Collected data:
[Start of Attachment]

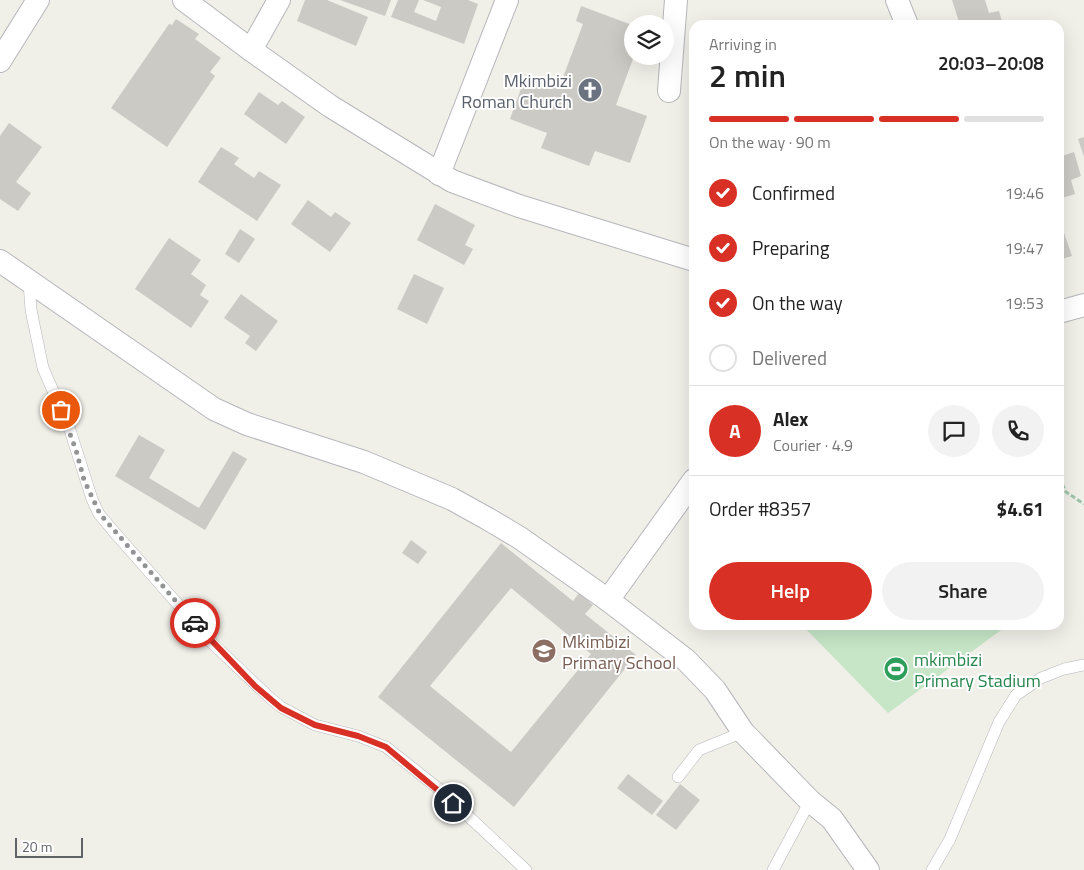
<!DOCTYPE html>
<meta charset="utf-8">
<style>
body{margin:0;font-family:"Titillium Web",sans-serif;background:#f2f2f2;color:#222;height:100vh;display:flex;flex-direction:column;font-size:19px;white-space:nowrap}
*{box-sizing:border-box;margin:0}
p{font-size:16px;color:#767676}
.icon{flex:none;width:28px;height:28px;fill:none;stroke:currentColor;stroke-width:2;stroke-linecap:round;stroke-linejoin:round}
.map{position:relative;flex:1;overflow:hidden}
.sheet{position:absolute;left:689px;top:20px;width:375px;height:610px;display:flex;flex-direction:column;background:#fff;border-radius:15px;box-shadow:0 5px 20px #0002}
.sheet>*{flex:none}
.controls{position:absolute;left:624px;top:15px;display:grid;gap:10px}
.controls a{display:grid;place-items:center;width:50px;height:50px;border-radius:50%;background:#fff;box-shadow:0 5px 20px #0002;font-size:25px}
.scale{position:absolute;left:15px;bottom:12px;width:68px;box-sizing:border-box;padding-left:5px;border:2px solid #5f6267;border-top:0;font-size:14px;line-height:18px;white-space:nowrap;color:#5f6267;-webkit-text-stroke:4px #fff;paint-order:stroke}
.pin{position:absolute;display:grid;place-items:center;width:42px;height:42px;color:#fff;margin:-21px;border:2px solid #fff;border-radius:50%;box-shadow:0 1px 5px #0007}
.courier{position:absolute;display:grid;place-items:center;width:50px;height:50px;margin:-25px;border:4px solid #d93025;border-radius:50%;background:#fff;color:#222;box-shadow:0 1px 6px #0007}
.overview em{font-style:normal;font-weight:600}
.overview div{display:flex;flex-direction:column-reverse}
.overview{display:flex;align-items:center;justify-content:space-between;height:85px;padding:0 20px}
h1{font-size:32px;font-weight:600;line-height:38px}
.bar{display:grid;grid-template-columns:repeat(4,1fr);gap:8px 5px;align-content:center;height:60px;padding:0 20px}
.bar i{height:6px;border-radius:4px;background:#e0e0e0}
.bar .on{background:#d93025}
.bar p{grid-column:span 4}
.line{display:flex;align-items:center;gap:12px;padding:0 20px;border-top:1px solid #e0e0e0}
.line div{flex:1}
.round{display:grid;place-items:center;flex:none;width:52px;height:52px;border-radius:26px;background:#f2f2f2}
ol{padding:0 20px;list-style:none}
li{display:flex;align-items:center;gap:15px;height:55px}
li p{margin-inline-start:auto}
li .icon{padding:5px;border-radius:50%;background:#d93025;color:#fff;stroke-width:4}
li:last-child{color:#767676}
li i{width:28px;height:28px;border:2px solid #e0e0e0;border-radius:50%}
.primary-button{display:flex;gap:10px;margin-top:auto;padding:10px 20px}
.primary-button a{flex:1;height:58px;border-radius:30px;background:#d93025;color:#fff;font-size:20px;font-weight:600;line-height:58px;text-align:center}
.primary-button a+a{background:#f2f2f2;color:#222}
.map>svg:first-child{display:block}
.green{fill:#c6e6c7}
.building{fill:#cccac4;fill-rule:evenodd}
.lines{fill:none;stroke-linecap:round;stroke-linejoin:round}
.lane-casing{stroke:#b5b7bb;stroke-width:12}
.street-casing{stroke:#b5b7bb;stroke-width:24}
.path{stroke:#9ec4ab;stroke-width:3;stroke-dasharray:5 2.5;stroke-linecap:butt}
.lane{stroke:#fff;stroke-width:11}
.street{stroke:#fff;stroke-width:22}
.done{stroke:#929394;stroke-width:5;stroke-dasharray:0 9}
.route{stroke:#d93025;stroke-width:6}
.labels{text-anchor:middle;dominant-baseline:central;stroke-width:4;stroke-linejoin:round;paint-order:stroke}
.worship-label{font-size:18px;fill:#5b616d;stroke:#fff;text-anchor:end}
.education-label{font-size:18px;fill:#785e54;stroke:#fff;text-anchor:start}
.leisure-label{font-size:18px;fill:#27864d;stroke:#fff;text-anchor:start}
</style>
<div class="map">
<svg width="1084" height="870" viewBox="0 0 1084 870">
<rect width="100%" height="100%" fill="#f0efe8"/>
<path class="green" d="M 802,625 L 1008,625 L 888,713 Z"/>
<g class="building">
<path d="M 305,0 L 327,0 L 368,17 L 356,46 L 297,21 Z"/>
<path d="M 340,0 L 391,0 L 385,16 Z"/>
<path d="M 398,0 L 419,0 L 414,12 L 436,21 L 441,7 L 423,0 L 468,0 L 478,4 L 464,44 L 391,17 Z"/>
<path d="M 952,0 L 985,0 L 989,13 L 999,11 L 1003,25 L 960,25 Z"/>
<path d="M 581,6 L 632,25 L 632,56 L 634,56 L 616,105 L 647,116 L 630,163 L 595,151 L 589,166 L 541,148 L 547,133 L 510,119 L 526,75 L 559,88 L 583,24 L 576,21 Z"/>
<path d="M 176,19 L 199,34 L 195,39 L 221,58 L 210,72 L 215,76 L 167,147 L 111,108 L 169,24 L 172,25 Z"/>
<path d="M 259,92 L 278,105 L 282,101 L 305,117 L 286,144 L 244,114 Z"/>
<path d="M 9,123 L 42,147 L 16,182 L 31,193 L 18,211 L 0,199 L 0,136 Z"/>
<path d="M 1084,137 L 1084,157 L 1078,139 Z"/>
<path d="M 221,147 L 239,158 L 234,164 L 254,178 L 259,171 L 281,185 L 257,221 L 198,182 Z"/>
<path d="M 1074,152 L 1081,176 L 1071,180 L 1075,194 L 1059,199 L 1059,157 Z"/>
<path d="M 308,200 L 331,217 L 335,212 L 351,223 L 330,252 L 291,224 Z"/>
<path d="M 435,204 L 475,225 L 465,245 L 473,249 L 464,265 L 417,240 Z"/>
<path d="M 1062,227 L 1072,256 L 1059,260 L 1059,228 Z"/>
<path d="M 240,229 L 255,239 L 239,263 L 225,254 Z"/>
<path d="M 169,238 L 201,260 L 191,274 L 206,285 L 200,295 L 209,301 L 191,328 L 135,289 Z"/>
<path d="M 414,274 L 444,288 L 427,324 L 397,309 Z"/>
<path d="M 241,294 L 278,321 L 256,351 L 245,343 L 250,336 L 224,318 Z"/>
<path d="M 139,435 L 165,450 L 149,478 L 199,508 L 233,451 L 247,459 L 205,530 L 115,476 Z"/>
<path d="M 411,540 L 427,552 L 418,564 L 402,553 Z"/>
<path d="M 501,543 L 573,601 L 579,593 L 593,605 L 585,614 L 636,655 L 514,807 L 378,697 ZM 511,588 L 591,654 L 511,752 L 430,686 Z"/>
<path d="M 628,774 L 663,801 L 652,815 L 617,788 Z"/>
<path d="M 680,784 L 700,800 L 676,830 L 656,815 Z"/>
</g>
<g class="lines">
<defs>
<g id="lane">
<path d="M 29,282 L 31,310 L 43,368 L 70,430 L 92,499 L 99,514 L 115,533 L 212,643 L 269,697 L 281,707 L 315,725 L 358,736 L 386,747 L 439,789 L 526,870"/>
<path d="M 678,777 L 699,750 L 743,732"/>
<path d="M 773,870 L 810,801"/>
<path d="M 932,870 L 950,839 L 999,722 L 1016,695 L 1041,678 L 1064,669 L 1084,665"/>
</g>
<g id="street">
<path d="M 184,0 L 251,50 L 330,106 L 452,181 L 519,206 L 694,260"/>
<path d="M 897,0 L 907,25"/>
<path d="M 251,50 L 279,0"/>
<path d="M 0,61 L 38,0"/>
<path d="M 669,91 L 676,0"/>
<path d="M 439,174 L 507,0"/>
<path d="M 0,261 L 214,409 L 247,424 L 364,462 L 452,499 L 488,519 L 520,538 L 608,600 L 686,660 L 715,690 L 743,732 L 810,801 L 832,819 L 868,870"/>
<path d="M 1059,312 L 1084,305"/>
<path d="M 608,600 L 694,480"/>
</g>
</defs>
<use href="#lane" class="lane-casing"/>
<use href="#street" class="street-casing"/>
<path class="path" d="M 1059,477 L 1066,492 L 1084,504"/>
<use href="#lane" class="lane"/>
<use href="#street" class="street"/>
</g>
<g class="lines">
<path class="done" d="M 61,410 L 76,450 L 84,480 L 100,514 L 195,623"/>
<path class="route" d="M 195,623 L 255,686 L 281,708 L 315,725 L 358,736 L 386,747 L 453,803"/>
</g>
<defs>
<symbol id="church-disc" viewBox="-11 -11 22 22"><circle r="9.5" fill="#6b7280" stroke="#fff"/><path d="M-1.2-6h2.4v3.5h3.3v2.4h-3.3V6h-2.4V-.1h-3.3v-2.4h3.3Z" fill="#fff"/></symbol>
<symbol id="school-disc" viewBox="-11 -11 22 22"><circle r="9.5" fill="#8d6e63" stroke="#fff"/><path d="M0-5L7-2L0 1L-7-2ZM-4 1L0 2.5L4 1V4Q0 6-4 4Z" fill="#fff"/></symbol>
<symbol id="stadium-disc" viewBox="-11 -11 22 22"><circle r="9.5" fill="#2e9e5b" stroke="#fff"/><path d="M0-5a6.5 5 0 1 0 0 10a6.5 5 0 1 0 0-10ZM-3.5-1.8h7v3.6h-7Z" fill="#fff"/></symbol>
</defs>
<g fill-rule="evenodd">
<use href="#church-disc" x="576" y="76" width="28" height="28"/>
<use href="#school-disc" x="530" y="637" width="28" height="28"/>
<use href="#stadium-disc" x="882" y="655" width="28" height="28"/>
</g>
<g class="labels">
<g class="worship-label">
<text x="572" y="80">Mkimbizi<tspan x="572" dy="21">Roman Church</tspan></text>
</g>
<g class="education-label">
<text x="562" y="641">Mkimbizi<tspan x="562" dy="21">Primary School</tspan></text>
</g>
<g class="leisure-label">
<text x="914" y="659">mkimbizi<tspan x="914" dy="21">Primary Stadium</tspan></text>
</g>
</g>
</svg>
<div class="controls">
<a><svg class="icon" aria-label="layers" viewBox="0 0 24 24"><path d="M12 4l9 5-9 5-9-5zM3 14l9 5 9-5"/></svg></a>
</div>
<div class="scale">20 m</div>
<div class="pin" style="left:61px;top:410px;background:#ea580c"><svg class="icon" aria-label="bag" viewBox="0 0 24 24"><path d="M5 8h14l-1 12H6zM9 8a3 3 0 0 1 6 0"/></svg></div>
<div class="pin" style="left:453px;top:803px;background:#1f2937"><svg class="icon" aria-label="home" viewBox="0 0 24 24"><path d="M3 11l9-7 9 7M6 9v11h12V9"/></svg></div>
<div class="courier" style="left:195px;top:623px"><svg class="icon" aria-label="car" viewBox="0 0 24 24"><path d="M5 17H2v-5l4-1 3-4h7l3 4 3 1v5h-3M9 17h6M6 11h13"/><circle cx="7" cy="17" r="2"/><circle cx="17" cy="17" r="2"/></svg></div>
<section class="sheet">
<div class="overview"><div><h1>2 min</h1><p>Arriving in</p></div><em>20:03–20:08</em></div>
<div class="bar"><i class="on"></i><i class="on"></i><i class="on"></i><i></i><p>On the way · 90 m</p></div>
<ol>
<li><svg class="icon" aria-label="check" viewBox="0 0 24 24"><path d="M5 12l5 5 9-10"/></svg>Confirmed<p>19:46</p></li>
<li><svg class="icon" aria-label="check" viewBox="0 0 24 24"><path d="M5 12l5 5 9-10"/></svg>Preparing<p>19:47</p></li>
<li><svg class="icon" aria-label="check" viewBox="0 0 24 24"><path d="M5 12l5 5 9-10"/></svg>On the way<p>19:53</p></li>
<li><i></i>Delivered</li>
</ol>
<div class="line" style="height:90px"><b class="round" style="background:#d93025;color:#fff">A</b><div><b>Alex</b><p>Courier · 4.9</p></div><a class="round"><svg class="icon" aria-label="chat" viewBox="0 0 24 24"><path d="M4 5h16v11H9l-5 4z"/></svg></a><a class="round"><svg class="icon" aria-label="phone" viewBox="0 0 24 24"><path d="M5 4h4l2 5-3 2q2 4 5 5l2-3 5 2v4C11 20 4 13 5 4z"/></svg></a></div>
<div class="line" style="height:65px"><div>Order #8357</div><b>$4.61</b></div>
<div class="primary-button"><a>Help</a><a>Share</a></div>
</section>
</div>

[End of Attachment]

# [WORK REQUEST]
Among the records above, extract exactly the lines from the line with "0,261 L 214,409" to the line with "61,410 L 76,450", both lines included, and leave out the rest.

# [WRITTEN RESPONSE]
<path d="M 0,261 L 214,409 L 247,424 L 364,462 L 452,499 L 488,519 L 520,538 L 608,600 L 686,660 L 715,690 L 743,732 L 810,801 L 832,819 L 868,870"/>
<path d="M 1059,312 L 1084,305"/>
<path d="M 608,600 L 694,480"/>
</g>
</defs>
<use href="#lane" class="lane-casing"/>
<use href="#street" class="street-casing"/>
<path class="path" d="M 1059,477 L 1066,492 L 1084,504"/>
<use href="#lane" class="lane"/>
<use href="#street" class="street"/>
</g>
<g class="lines">
<path class="done" d="M 61,410 L 76,450 L 84,480 L 100,514 L 195,623"/>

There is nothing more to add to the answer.